[Dataset entries]
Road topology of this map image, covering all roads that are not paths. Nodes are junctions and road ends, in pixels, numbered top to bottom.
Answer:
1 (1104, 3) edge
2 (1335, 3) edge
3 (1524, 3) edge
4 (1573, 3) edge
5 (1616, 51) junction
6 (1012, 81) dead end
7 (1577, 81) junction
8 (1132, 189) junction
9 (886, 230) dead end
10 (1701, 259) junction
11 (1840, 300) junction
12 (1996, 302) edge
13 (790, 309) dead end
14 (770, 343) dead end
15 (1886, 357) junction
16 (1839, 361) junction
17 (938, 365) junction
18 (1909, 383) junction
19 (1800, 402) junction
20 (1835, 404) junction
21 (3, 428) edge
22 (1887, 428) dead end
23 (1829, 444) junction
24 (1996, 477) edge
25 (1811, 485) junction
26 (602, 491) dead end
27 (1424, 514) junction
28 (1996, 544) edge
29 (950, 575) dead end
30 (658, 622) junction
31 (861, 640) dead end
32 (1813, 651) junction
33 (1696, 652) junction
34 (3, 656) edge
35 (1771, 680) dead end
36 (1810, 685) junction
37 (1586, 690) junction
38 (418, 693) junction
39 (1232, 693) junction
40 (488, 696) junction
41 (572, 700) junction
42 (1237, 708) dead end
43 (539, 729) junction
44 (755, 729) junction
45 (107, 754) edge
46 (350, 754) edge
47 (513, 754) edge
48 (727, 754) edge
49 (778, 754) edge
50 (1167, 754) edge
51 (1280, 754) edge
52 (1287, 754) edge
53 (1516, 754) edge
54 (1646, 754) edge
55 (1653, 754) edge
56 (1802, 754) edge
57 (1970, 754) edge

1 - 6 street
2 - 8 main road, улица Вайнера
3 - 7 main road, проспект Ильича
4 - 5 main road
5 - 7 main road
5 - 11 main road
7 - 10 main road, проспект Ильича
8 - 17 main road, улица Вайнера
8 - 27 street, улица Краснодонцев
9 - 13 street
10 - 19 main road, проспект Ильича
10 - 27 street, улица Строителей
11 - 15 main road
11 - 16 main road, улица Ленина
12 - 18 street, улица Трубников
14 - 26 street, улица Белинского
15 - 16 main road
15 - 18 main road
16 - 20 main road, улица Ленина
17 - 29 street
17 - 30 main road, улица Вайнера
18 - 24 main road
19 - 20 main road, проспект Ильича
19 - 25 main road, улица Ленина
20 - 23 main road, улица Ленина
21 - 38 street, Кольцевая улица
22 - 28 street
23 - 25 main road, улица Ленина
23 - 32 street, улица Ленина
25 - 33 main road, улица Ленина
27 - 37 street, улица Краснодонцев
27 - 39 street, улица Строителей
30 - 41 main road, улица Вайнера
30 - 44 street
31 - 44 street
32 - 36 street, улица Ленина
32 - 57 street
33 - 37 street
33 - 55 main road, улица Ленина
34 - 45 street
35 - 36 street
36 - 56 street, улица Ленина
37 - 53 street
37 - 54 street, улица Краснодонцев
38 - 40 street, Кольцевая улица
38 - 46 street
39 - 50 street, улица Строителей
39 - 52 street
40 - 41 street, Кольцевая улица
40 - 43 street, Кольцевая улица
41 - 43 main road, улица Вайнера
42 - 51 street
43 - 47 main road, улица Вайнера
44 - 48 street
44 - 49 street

**TASK ITEM**. Write out every record shown above, word for word.

**EXERCISE ANSWER**.
Road topology of this map image, covering all roads that are not paths. Nodes are junctions and road ends, in pixels, numbered top to bottom.
Answer:
1 (1104, 3) edge
2 (1335, 3) edge
3 (1524, 3) edge
4 (1573, 3) edge
5 (1616, 51) junction
6 (1012, 81) dead end
7 (1577, 81) junction
8 (1132, 189) junction
9 (886, 230) dead end
10 (1701, 259) junction
11 (1840, 300) junction
12 (1996, 302) edge
13 (790, 309) dead end
14 (770, 343) dead end
15 (1886, 357) junction
16 (1839, 361) junction
17 (938, 365) junction
18 (1909, 383) junction
19 (1800, 402) junction
20 (1835, 404) junction
21 (3, 428) edge
22 (1887, 428) dead end
23 (1829, 444) junction
24 (1996, 477) edge
25 (1811, 485) junction
26 (602, 491) dead end
27 (1424, 514) junction
28 (1996, 544) edge
29 (950, 575) dead end
30 (658, 622) junction
31 (861, 640) dead end
32 (1813, 651) junction
33 (1696, 652) junction
34 (3, 656) edge
35 (1771, 680) dead end
36 (1810, 685) junction
37 (1586, 690) junction
38 (418, 693) junction
39 (1232, 693) junction
40 (488, 696) junction
41 (572, 700) junction
42 (1237, 708) dead end
43 (539, 729) junction
44 (755, 729) junction
45 (107, 754) edge
46 (350, 754) edge
47 (513, 754) edge
48 (727, 754) edge
49 (778, 754) edge
50 (1167, 754) edge
51 (1280, 754) edge
52 (1287, 754) edge
53 (1516, 754) edge
54 (1646, 754) edge
55 (1653, 754) edge
56 (1802, 754) edge
57 (1970, 754) edge

1 - 6 street
2 - 8 main road, улица Вайнера
3 - 7 main road, проспект Ильича
4 - 5 main road
5 - 7 main road
5 - 11 main road
7 - 10 main road, проспект Ильича
8 - 17 main road, улица Вайнера
8 - 27 street, улица Краснодонцев
9 - 13 street
10 - 19 main road, проспект Ильича
10 - 27 street, улица Строителей
11 - 15 main road
11 - 16 main road, улица Ленина
12 - 18 street, улица Трубников
14 - 26 street, улица Белинского
15 - 16 main road
15 - 18 main road
16 - 20 main road, улица Ленина
17 - 29 street
17 - 30 main road, улица Вайнера
18 - 24 main road
19 - 20 main road, проспект Ильича
19 - 25 main road, улица Ленина
20 - 23 main road, улица Ленина
21 - 38 street, Кольцевая улица
22 - 28 street
23 - 25 main road, улица Ленина
23 - 32 street, улица Ленина
25 - 33 main road, улица Ленина
27 - 37 street, улица Краснодонцев
27 - 39 street, улица Строителей
30 - 41 main road, улица Вайнера
30 - 44 street
31 - 44 street
32 - 36 street, улица Ленина
32 - 57 street
33 - 37 street
33 - 55 main road, улица Ленина
34 - 45 street
35 - 36 street
36 - 56 street, улица Ленина
37 - 53 street
37 - 54 street, улица Краснодонцев
38 - 40 street, Кольцевая улица
38 - 46 street
39 - 50 street, улица Строителей
39 - 52 street
40 - 41 street, Кольцевая улица
40 - 43 street, Кольцевая улица
41 - 43 main road, улица Вайнера
42 - 51 street
43 - 47 main road, улица Вайнера
44 - 48 street
44 - 49 street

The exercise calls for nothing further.